Date Approved

2021

Date Posted

2024

Degree Type

Open Access Dissertation

Degree Name

Doctor of Philosophy (PhD)

Department or School

Teacher Education

Committee Member

Rebecca Martusewicz, EdD, Co-Chair

Committee Member

Paul Ramsey, PhD, Co-Chair

Committee Member

Joe Bishop, PhD

Committee Member

Gary Schnakenberg, PhD

Abstract

This research provides critical discourse analysis (CDA) of primary archival materials that captured the experiences of Central Asian people in the early 1900s first by the Tsarist and later the Bolshevik governments in Central Asia (CA). Using two postcolonial theories, an EcoJustice theoretical approach and settler colonialism, I parse out colonial discourses that created a new social, economic, and ecological order which drastically altered the ecosystem and lifestyles of both pastoral nomads and sedentary populations like the merchants, farmers, craftsmen, and intellectuals. Using archival materials, I tell the story of how these settler colonizers first degraded Central Asian people and then dispossessed/displaced them to further their economic and geographic gain. Then, to deny their wrongdoing to the land and people of CA, they created settler colonial systems like schools and knowledge production uplifting settlers’ way of being, history, and actions to normalize their violence and manufacture the consent of the locals and the world to their actions.
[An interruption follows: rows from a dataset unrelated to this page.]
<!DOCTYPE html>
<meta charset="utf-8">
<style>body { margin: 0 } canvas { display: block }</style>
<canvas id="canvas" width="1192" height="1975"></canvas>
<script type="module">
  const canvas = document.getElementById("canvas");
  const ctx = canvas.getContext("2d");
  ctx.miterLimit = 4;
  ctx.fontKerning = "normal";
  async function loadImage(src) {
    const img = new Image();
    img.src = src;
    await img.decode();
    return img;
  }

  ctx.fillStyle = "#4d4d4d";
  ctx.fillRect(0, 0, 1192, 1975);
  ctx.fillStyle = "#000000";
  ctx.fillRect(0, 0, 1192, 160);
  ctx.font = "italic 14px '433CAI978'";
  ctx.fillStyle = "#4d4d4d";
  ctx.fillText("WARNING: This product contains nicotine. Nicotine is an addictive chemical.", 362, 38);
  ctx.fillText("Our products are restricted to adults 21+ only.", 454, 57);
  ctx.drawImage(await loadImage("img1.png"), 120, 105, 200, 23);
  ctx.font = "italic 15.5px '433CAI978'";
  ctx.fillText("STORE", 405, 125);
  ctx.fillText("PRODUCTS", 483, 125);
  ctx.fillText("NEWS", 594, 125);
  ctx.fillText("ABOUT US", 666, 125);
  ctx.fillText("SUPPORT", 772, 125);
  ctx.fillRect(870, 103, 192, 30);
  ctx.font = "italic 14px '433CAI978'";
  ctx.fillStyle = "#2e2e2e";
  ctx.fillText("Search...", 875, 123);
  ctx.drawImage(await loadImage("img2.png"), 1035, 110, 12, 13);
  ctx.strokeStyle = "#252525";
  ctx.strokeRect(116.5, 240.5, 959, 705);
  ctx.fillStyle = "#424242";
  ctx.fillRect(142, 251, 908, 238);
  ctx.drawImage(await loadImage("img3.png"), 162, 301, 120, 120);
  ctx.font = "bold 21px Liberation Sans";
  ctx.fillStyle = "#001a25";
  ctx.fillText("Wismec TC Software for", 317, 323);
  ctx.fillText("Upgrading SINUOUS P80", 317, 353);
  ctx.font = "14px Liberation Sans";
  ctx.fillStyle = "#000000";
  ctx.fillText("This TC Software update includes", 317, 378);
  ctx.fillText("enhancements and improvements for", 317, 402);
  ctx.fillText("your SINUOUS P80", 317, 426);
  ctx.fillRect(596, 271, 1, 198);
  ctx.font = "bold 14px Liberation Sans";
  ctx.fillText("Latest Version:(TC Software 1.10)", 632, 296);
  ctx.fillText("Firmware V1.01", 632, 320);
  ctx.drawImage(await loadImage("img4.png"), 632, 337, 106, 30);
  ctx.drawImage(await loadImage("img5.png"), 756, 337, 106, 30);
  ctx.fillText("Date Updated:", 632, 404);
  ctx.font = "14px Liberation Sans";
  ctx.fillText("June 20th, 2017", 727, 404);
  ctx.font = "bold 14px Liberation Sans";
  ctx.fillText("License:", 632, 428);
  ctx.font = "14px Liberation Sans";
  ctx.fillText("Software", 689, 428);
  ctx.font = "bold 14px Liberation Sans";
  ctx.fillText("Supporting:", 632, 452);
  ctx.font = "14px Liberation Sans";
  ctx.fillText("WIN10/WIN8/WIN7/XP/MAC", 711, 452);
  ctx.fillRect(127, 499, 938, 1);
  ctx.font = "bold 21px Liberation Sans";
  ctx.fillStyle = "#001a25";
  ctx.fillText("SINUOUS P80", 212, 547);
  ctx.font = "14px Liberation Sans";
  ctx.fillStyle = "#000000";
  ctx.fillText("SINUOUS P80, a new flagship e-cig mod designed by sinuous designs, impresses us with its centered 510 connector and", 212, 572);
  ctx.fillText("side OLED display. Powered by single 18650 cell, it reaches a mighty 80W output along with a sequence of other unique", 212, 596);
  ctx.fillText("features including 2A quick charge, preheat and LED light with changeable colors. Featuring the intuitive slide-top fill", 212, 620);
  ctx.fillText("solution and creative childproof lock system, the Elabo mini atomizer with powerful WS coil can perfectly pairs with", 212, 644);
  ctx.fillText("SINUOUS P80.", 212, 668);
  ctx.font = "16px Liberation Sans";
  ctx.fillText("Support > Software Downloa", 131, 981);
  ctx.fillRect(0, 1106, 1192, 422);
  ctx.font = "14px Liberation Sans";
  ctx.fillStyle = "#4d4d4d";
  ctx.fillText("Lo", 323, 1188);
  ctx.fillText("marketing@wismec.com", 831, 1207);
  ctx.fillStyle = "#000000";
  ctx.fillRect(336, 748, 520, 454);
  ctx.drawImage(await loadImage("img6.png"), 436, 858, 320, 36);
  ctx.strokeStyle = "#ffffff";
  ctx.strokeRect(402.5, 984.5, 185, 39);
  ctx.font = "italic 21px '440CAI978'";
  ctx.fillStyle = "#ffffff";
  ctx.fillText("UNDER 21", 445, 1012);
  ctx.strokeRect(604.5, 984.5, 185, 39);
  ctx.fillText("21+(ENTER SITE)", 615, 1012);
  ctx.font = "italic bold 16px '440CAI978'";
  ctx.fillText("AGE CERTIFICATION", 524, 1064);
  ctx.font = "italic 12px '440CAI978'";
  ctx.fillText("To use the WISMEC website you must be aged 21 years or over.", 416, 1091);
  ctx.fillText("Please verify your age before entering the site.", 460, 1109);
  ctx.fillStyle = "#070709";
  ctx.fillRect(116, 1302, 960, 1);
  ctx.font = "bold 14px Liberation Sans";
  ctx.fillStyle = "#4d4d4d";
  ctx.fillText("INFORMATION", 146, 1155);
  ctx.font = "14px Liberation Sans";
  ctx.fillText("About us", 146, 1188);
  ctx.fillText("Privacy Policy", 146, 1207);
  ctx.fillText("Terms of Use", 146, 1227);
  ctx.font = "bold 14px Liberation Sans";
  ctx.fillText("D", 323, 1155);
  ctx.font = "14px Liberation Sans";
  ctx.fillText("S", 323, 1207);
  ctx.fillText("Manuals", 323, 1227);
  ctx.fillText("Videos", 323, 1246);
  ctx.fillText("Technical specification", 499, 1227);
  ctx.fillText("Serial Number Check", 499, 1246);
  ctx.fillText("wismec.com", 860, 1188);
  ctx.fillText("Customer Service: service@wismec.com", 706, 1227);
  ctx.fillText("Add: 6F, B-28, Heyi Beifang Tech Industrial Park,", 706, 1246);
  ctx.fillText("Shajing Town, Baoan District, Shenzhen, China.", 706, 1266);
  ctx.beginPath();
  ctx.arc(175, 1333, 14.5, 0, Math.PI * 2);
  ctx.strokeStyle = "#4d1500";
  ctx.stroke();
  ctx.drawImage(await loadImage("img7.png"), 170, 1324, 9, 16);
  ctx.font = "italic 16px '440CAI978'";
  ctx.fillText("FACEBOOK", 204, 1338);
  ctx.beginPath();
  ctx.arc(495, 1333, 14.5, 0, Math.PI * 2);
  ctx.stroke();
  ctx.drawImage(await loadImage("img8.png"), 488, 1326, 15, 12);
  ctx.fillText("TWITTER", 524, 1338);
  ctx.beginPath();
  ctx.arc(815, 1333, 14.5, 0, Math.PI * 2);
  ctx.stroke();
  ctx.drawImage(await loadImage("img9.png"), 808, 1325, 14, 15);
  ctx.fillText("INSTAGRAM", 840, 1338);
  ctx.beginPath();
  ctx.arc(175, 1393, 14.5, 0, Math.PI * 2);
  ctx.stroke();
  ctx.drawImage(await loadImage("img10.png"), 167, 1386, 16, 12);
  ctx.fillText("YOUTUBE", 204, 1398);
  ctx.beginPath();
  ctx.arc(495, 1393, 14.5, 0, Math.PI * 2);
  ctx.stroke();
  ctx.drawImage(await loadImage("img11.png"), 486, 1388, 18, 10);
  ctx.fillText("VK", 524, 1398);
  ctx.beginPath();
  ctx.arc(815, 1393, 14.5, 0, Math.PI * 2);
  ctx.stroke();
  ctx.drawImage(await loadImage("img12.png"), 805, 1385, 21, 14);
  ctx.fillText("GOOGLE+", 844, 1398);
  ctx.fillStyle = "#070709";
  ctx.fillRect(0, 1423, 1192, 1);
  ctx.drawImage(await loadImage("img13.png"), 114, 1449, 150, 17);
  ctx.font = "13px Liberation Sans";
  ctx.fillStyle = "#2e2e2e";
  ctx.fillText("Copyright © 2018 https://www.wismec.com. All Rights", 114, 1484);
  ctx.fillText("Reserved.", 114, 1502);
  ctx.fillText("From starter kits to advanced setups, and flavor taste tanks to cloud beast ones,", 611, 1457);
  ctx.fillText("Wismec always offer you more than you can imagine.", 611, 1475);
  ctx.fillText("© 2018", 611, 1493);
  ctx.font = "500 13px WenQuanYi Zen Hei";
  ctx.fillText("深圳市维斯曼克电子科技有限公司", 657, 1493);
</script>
These colonial impositions caused an enclosure of ecological commons, famine that took the lives of many in CA, and the rise of monoculture that left Central Asian people vulnerable to further upheavals. My research shows the same colonial discourses that portrayed Central Asian people then are still actively shaping CA today. Thus, challenging the history of CA told from the imperial perspective, I argue to deconstruct the knowledge and colonial discourses that still justify ongoing control, colonization, and ecological and social devastation exercised on “third world countries” and urge for the importance of grassroot changes that recognize cultural and ecological interconnectedness and interdependence.